Boris Johnson stated that "no child will be left behind" because of the pandemic and says getting education back on track and fully opening schools is a "national priority". He has said that " we will make sure that teachers and students are equipped with the resources and the time they need to make up for lost learning."
How has the pandemic affected students mental health?
Many students across the country have taken a toll on their mental health due to the pandemic. Stressed, confused and worried, students are feeling cheated. The NSPCC says the amount of counselling for loneliness provided by its Childline service has risen by 10% since the pandemic started. "Children's mental health is going to be one of the biggest long-term challenges in dealing with the legacy of the pandemic," says England's children's commissioner Anne Longfield. According to Place2Be almost one in six (15%) of parents rated their child’s mental health as ‘poor’ or ‘very poor’ and 31% said it's ‘worse or ‘much worse’ due to the pandemic.

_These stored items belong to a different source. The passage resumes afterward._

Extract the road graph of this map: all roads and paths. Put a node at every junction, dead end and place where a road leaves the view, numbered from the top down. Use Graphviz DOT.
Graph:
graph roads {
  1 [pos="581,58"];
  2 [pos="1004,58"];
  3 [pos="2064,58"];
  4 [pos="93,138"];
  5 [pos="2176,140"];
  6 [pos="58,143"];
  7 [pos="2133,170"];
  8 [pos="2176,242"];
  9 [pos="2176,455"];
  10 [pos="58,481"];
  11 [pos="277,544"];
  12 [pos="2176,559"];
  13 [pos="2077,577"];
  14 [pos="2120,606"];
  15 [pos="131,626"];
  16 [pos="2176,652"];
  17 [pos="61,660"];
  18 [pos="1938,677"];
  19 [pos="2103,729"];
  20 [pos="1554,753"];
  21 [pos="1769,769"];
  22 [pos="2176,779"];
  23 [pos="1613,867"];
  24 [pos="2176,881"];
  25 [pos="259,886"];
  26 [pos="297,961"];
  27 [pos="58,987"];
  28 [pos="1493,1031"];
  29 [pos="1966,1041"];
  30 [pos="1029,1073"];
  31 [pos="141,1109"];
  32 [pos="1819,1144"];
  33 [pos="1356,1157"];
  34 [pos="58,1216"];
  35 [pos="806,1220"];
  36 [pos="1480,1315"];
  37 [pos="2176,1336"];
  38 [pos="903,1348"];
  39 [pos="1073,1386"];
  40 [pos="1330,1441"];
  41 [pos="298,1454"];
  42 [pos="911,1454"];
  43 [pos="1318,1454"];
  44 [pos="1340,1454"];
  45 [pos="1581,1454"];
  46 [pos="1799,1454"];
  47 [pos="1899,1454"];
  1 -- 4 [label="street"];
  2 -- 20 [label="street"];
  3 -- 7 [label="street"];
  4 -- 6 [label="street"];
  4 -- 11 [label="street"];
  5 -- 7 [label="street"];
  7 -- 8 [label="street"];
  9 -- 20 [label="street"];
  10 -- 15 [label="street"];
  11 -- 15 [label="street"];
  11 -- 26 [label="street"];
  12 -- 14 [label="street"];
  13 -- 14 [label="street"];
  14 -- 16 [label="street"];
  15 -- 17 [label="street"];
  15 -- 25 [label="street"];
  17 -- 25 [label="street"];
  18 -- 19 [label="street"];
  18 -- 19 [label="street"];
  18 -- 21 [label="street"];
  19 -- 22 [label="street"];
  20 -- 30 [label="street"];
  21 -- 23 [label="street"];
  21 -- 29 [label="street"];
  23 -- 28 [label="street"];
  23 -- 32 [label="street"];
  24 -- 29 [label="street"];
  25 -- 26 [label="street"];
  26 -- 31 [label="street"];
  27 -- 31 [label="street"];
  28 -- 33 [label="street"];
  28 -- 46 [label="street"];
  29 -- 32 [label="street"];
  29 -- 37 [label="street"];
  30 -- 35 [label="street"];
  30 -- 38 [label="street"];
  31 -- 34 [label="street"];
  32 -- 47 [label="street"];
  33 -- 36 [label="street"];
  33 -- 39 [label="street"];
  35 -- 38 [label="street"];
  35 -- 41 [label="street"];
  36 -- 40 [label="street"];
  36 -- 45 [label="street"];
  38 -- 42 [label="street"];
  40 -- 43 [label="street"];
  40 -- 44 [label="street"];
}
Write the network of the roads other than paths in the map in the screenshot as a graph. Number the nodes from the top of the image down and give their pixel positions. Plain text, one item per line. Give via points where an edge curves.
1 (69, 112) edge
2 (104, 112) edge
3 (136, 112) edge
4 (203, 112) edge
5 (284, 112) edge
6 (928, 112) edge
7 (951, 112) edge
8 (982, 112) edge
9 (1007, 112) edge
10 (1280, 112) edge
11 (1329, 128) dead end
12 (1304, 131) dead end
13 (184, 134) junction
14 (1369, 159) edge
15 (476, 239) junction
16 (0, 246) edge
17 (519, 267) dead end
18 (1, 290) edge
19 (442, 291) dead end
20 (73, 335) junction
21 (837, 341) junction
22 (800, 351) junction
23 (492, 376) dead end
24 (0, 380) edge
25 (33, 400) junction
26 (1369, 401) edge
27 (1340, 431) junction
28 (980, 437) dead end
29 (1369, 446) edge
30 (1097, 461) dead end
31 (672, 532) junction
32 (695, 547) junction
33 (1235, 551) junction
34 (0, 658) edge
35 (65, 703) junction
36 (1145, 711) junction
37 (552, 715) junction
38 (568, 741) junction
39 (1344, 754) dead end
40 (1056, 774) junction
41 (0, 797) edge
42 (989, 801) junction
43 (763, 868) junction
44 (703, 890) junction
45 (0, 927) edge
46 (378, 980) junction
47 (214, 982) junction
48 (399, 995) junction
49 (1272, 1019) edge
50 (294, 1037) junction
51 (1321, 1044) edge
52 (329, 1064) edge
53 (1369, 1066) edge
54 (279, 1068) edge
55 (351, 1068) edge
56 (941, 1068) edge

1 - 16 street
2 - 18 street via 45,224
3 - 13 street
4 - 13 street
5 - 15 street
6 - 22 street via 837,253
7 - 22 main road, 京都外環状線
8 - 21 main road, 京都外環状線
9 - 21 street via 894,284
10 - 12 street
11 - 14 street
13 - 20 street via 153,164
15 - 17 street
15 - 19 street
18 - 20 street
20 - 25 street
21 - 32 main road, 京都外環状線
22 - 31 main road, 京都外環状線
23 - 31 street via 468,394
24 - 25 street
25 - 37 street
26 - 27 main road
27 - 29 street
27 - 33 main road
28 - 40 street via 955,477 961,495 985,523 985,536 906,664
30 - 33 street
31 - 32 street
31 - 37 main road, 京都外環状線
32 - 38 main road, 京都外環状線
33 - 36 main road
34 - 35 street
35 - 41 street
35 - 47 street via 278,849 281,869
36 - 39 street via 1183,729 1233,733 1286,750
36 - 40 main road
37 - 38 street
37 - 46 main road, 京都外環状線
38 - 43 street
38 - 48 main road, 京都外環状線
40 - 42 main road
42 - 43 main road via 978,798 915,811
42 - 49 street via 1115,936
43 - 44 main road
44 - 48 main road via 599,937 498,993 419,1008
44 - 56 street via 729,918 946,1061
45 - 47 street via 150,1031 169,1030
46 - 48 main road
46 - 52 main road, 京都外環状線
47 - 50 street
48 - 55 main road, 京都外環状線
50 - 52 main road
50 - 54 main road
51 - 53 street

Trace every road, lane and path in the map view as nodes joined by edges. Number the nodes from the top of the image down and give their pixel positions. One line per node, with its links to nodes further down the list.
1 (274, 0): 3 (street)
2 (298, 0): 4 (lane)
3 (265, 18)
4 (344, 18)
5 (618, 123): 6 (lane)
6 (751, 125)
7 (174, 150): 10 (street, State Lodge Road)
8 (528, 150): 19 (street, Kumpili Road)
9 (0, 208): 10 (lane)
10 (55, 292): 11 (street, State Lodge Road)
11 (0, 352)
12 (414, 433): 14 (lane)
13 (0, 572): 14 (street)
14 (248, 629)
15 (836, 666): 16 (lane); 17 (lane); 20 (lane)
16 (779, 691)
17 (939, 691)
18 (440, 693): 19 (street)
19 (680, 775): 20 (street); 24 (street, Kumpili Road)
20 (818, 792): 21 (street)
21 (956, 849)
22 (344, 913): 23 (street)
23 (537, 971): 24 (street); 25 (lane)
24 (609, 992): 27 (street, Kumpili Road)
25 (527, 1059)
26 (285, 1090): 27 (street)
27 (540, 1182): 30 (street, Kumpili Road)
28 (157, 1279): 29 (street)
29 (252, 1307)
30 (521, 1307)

England's Education Secretary, Gavin Williamson, said Sir Kevan would be a "tremendous asset to those young people, their families, and everyone working in education, who have my lasting gratitude for their efforts to support young people throughout the pandemic".
There have been significant promises of support from England's Department for Education, with £1bn in catch-up funding, including for tutoring, and the aim of distributing 1.3 million laptops and computer devices. Further education colleges have also been promised more support for retraining and vocational skills for work.
Ofsted, England's education watchdog, has warned of a "significant" loss of learning during the pandemic, particularly affecting the disadvantaged. A study from the National Foundation for Educational Research found primary pupils' levels of English and maths are "significantly lower" than three years ago.